What to produce: When you reach the entries below, transcribe each one exactly as it stands.

(Material for the task begins)

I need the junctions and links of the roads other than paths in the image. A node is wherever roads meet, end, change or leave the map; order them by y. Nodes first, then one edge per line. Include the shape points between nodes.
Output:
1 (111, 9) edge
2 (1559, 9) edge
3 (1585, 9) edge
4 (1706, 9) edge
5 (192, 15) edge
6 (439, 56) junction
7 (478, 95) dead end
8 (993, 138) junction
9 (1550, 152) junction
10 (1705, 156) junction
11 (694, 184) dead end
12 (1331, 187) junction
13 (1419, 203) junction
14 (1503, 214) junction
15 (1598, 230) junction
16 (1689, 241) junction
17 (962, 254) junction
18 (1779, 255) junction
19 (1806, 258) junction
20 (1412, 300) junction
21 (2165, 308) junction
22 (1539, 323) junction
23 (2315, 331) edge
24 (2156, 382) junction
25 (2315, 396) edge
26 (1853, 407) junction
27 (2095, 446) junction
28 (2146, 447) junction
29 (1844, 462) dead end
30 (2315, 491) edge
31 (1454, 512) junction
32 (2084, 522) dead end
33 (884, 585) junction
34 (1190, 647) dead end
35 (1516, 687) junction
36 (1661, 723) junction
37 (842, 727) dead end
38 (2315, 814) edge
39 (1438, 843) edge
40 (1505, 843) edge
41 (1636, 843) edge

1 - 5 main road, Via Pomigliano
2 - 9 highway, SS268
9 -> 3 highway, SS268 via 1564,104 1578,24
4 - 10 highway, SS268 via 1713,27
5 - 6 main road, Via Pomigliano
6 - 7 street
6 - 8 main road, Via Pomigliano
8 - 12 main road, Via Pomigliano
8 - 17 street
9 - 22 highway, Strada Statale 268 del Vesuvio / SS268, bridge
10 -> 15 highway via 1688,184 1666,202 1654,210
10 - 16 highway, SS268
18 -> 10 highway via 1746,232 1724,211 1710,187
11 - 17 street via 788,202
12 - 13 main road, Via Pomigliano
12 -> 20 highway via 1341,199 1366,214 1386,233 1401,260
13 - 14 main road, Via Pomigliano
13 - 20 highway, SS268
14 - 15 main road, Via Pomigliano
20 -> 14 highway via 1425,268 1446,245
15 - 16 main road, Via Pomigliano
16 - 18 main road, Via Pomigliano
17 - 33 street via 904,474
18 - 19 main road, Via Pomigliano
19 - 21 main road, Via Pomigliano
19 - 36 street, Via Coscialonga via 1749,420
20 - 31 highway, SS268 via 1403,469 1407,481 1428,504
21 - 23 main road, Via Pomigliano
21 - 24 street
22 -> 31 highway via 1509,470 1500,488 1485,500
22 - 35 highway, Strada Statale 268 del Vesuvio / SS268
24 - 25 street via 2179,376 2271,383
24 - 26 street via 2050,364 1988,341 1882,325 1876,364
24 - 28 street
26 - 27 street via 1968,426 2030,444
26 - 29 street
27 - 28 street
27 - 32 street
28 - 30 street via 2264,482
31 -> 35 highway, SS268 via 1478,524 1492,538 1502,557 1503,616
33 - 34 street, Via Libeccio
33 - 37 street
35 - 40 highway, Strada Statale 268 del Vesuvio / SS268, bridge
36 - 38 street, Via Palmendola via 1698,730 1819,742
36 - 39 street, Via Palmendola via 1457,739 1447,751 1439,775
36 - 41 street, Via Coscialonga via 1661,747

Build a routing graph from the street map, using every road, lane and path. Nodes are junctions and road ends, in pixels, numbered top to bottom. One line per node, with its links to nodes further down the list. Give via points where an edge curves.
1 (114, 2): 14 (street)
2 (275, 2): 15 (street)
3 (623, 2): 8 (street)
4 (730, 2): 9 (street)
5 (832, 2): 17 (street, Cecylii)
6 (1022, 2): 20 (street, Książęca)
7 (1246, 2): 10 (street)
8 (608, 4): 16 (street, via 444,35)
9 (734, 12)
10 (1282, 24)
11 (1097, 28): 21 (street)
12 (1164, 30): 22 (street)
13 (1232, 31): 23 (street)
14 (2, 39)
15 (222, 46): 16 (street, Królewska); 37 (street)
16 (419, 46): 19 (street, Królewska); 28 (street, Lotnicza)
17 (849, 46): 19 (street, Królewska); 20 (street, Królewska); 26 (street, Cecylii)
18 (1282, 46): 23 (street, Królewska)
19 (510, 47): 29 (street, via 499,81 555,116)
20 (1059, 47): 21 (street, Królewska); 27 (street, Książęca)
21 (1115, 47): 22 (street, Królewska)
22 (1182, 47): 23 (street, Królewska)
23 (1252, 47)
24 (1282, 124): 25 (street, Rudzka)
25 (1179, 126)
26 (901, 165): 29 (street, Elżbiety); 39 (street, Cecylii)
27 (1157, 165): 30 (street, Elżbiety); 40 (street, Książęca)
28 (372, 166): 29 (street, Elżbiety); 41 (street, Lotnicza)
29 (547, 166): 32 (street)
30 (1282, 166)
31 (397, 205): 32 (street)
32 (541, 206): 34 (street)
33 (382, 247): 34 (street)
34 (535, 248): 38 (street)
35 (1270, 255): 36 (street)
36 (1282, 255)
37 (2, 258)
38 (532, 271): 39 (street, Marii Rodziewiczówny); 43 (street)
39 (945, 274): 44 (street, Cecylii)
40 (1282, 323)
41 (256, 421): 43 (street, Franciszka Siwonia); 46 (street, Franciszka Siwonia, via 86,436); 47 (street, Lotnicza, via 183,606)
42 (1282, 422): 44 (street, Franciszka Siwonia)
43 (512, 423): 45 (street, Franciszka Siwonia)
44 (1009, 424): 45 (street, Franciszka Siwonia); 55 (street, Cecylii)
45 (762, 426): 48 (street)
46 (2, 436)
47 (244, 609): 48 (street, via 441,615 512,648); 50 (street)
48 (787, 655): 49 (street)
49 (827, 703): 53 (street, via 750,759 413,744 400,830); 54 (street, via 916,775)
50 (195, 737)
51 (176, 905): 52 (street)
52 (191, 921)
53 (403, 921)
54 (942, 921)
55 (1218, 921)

(Material for the task ends)

Task answer:
I need the junctions and links of the roads other than paths in the image. A node is wherever roads meet, end, change or leave the map; order them by y. Nodes first, then one edge per line. Include the shape points between nodes.
Output:
1 (111, 9) edge
2 (1559, 9) edge
3 (1585, 9) edge
4 (1706, 9) edge
5 (192, 15) edge
6 (439, 56) junction
7 (478, 95) dead end
8 (993, 138) junction
9 (1550, 152) junction
10 (1705, 156) junction
11 (694, 184) dead end
12 (1331, 187) junction
13 (1419, 203) junction
14 (1503, 214) junction
15 (1598, 230) junction
16 (1689, 241) junction
17 (962, 254) junction
18 (1779, 255) junction
19 (1806, 258) junction
20 (1412, 300) junction
21 (2165, 308) junction
22 (1539, 323) junction
23 (2315, 331) edge
24 (2156, 382) junction
25 (2315, 396) edge
26 (1853, 407) junction
27 (2095, 446) junction
28 (2146, 447) junction
29 (1844, 462) dead end
30 (2315, 491) edge
31 (1454, 512) junction
32 (2084, 522) dead end
33 (884, 585) junction
34 (1190, 647) dead end
35 (1516, 687) junction
36 (1661, 723) junction
37 (842, 727) dead end
38 (2315, 814) edge
39 (1438, 843) edge
40 (1505, 843) edge
41 (1636, 843) edge

1 - 5 main road, Via Pomigliano
2 - 9 highway, SS268
9 -> 3 highway, SS268 via 1564,104 1578,24
4 - 10 highway, SS268 via 1713,27
5 - 6 main road, Via Pomigliano
6 - 7 street
6 - 8 main road, Via Pomigliano
8 - 12 main road, Via Pomigliano
8 - 17 street
9 - 22 highway, Strada Statale 268 del Vesuvio / SS268, bridge
10 -> 15 highway via 1688,184 1666,202 1654,210
10 - 16 highway, SS268
18 -> 10 highway via 1746,232 1724,211 1710,187
11 - 17 street via 788,202
12 - 13 main road, Via Pomigliano
12 -> 20 highway via 1341,199 1366,214 1386,233 1401,260
13 - 14 main road, Via Pomigliano
13 - 20 highway, SS268
14 - 15 main road, Via Pomigliano
20 -> 14 highway via 1425,268 1446,245
15 - 16 main road, Via Pomigliano
16 - 18 main road, Via Pomigliano
17 - 33 street via 904,474
18 - 19 main road, Via Pomigliano
19 - 21 main road, Via Pomigliano
19 - 36 street, Via Coscialonga via 1749,420
20 - 31 highway, SS268 via 1403,469 1407,481 1428,504
21 - 23 main road, Via Pomigliano
21 - 24 street
22 -> 31 highway via 1509,470 1500,488 1485,500
22 - 35 highway, Strada Statale 268 del Vesuvio / SS268
24 - 25 street via 2179,376 2271,383
24 - 26 street via 2050,364 1988,341 1882,325 1876,364
24 - 28 street
26 - 27 street via 1968,426 2030,444
26 - 29 street
27 - 28 street
27 - 32 street
28 - 30 street via 2264,482
31 -> 35 highway, SS268 via 1478,524 1492,538 1502,557 1503,616
33 - 34 street, Via Libeccio
33 - 37 street
35 - 40 highway, Strada Statale 268 del Vesuvio / SS268, bridge
36 - 38 street, Via Palmendola via 1698,730 1819,742
36 - 39 street, Via Palmendola via 1457,739 1447,751 1439,775
36 - 41 street, Via Coscialonga via 1661,747

Build a routing graph from the street map, using every road, lane and path. Nodes are junctions and road ends, in pixels, numbered top to bottom. One line per node, with its links to nodes further down the list. Give via points where an edge curves.
1 (114, 2): 14 (street)
2 (275, 2): 15 (street)
3 (623, 2): 8 (street)
4 (730, 2): 9 (street)
5 (832, 2): 17 (street, Cecylii)
6 (1022, 2): 20 (street, Książęca)
7 (1246, 2): 10 (street)
8 (608, 4): 16 (street, via 444,35)
9 (734, 12)
10 (1282, 24)
11 (1097, 28): 21 (street)
12 (1164, 30): 22 (street)
13 (1232, 31): 23 (street)
14 (2, 39)
15 (222, 46): 16 (street, Królewska); 37 (street)
16 (419, 46): 19 (street, Królewska); 28 (street, Lotnicza)
17 (849, 46): 19 (street, Królewska); 20 (street, Królewska); 26 (street, Cecylii)
18 (1282, 46): 23 (street, Królewska)
19 (510, 47): 29 (street, via 499,81 555,116)
20 (1059, 47): 21 (street, Królewska); 27 (street, Książęca)
21 (1115, 47): 22 (street, Królewska)
22 (1182, 47): 23 (street, Królewska)
23 (1252, 47)
24 (1282, 124): 25 (street, Rudzka)
25 (1179, 126)
26 (901, 165): 29 (street, Elżbiety); 39 (street, Cecylii)
27 (1157, 165): 30 (street, Elżbiety); 40 (street, Książęca)
28 (372, 166): 29 (street, Elżbiety); 41 (street, Lotnicza)
29 (547, 166): 32 (street)
30 (1282, 166)
31 (397, 205): 32 (street)
32 (541, 206): 34 (street)
33 (382, 247): 34 (street)
34 (535, 248): 38 (street)
35 (1270, 255): 36 (street)
36 (1282, 255)
37 (2, 258)
38 (532, 271): 39 (street, Marii Rodziewiczówny); 43 (street)
39 (945, 274): 44 (street, Cecylii)
40 (1282, 323)
41 (256, 421): 43 (street, Franciszka Siwonia); 46 (street, Franciszka Siwonia, via 86,436); 47 (street, Lotnicza, via 183,606)
42 (1282, 422): 44 (street, Franciszka Siwonia)
43 (512, 423): 45 (street, Franciszka Siwonia)
44 (1009, 424): 45 (street, Franciszka Siwonia); 55 (street, Cecylii)
45 (762, 426): 48 (street)
46 (2, 436)
47 (244, 609): 48 (street, via 441,615 512,648); 50 (street)
48 (787, 655): 49 (street)
49 (827, 703): 53 (street, via 750,759 413,744 400,830); 54 (street, via 916,775)
50 (195, 737)
51 (176, 905): 52 (street)
52 (191, 921)
53 (403, 921)
54 (942, 921)
55 (1218, 921)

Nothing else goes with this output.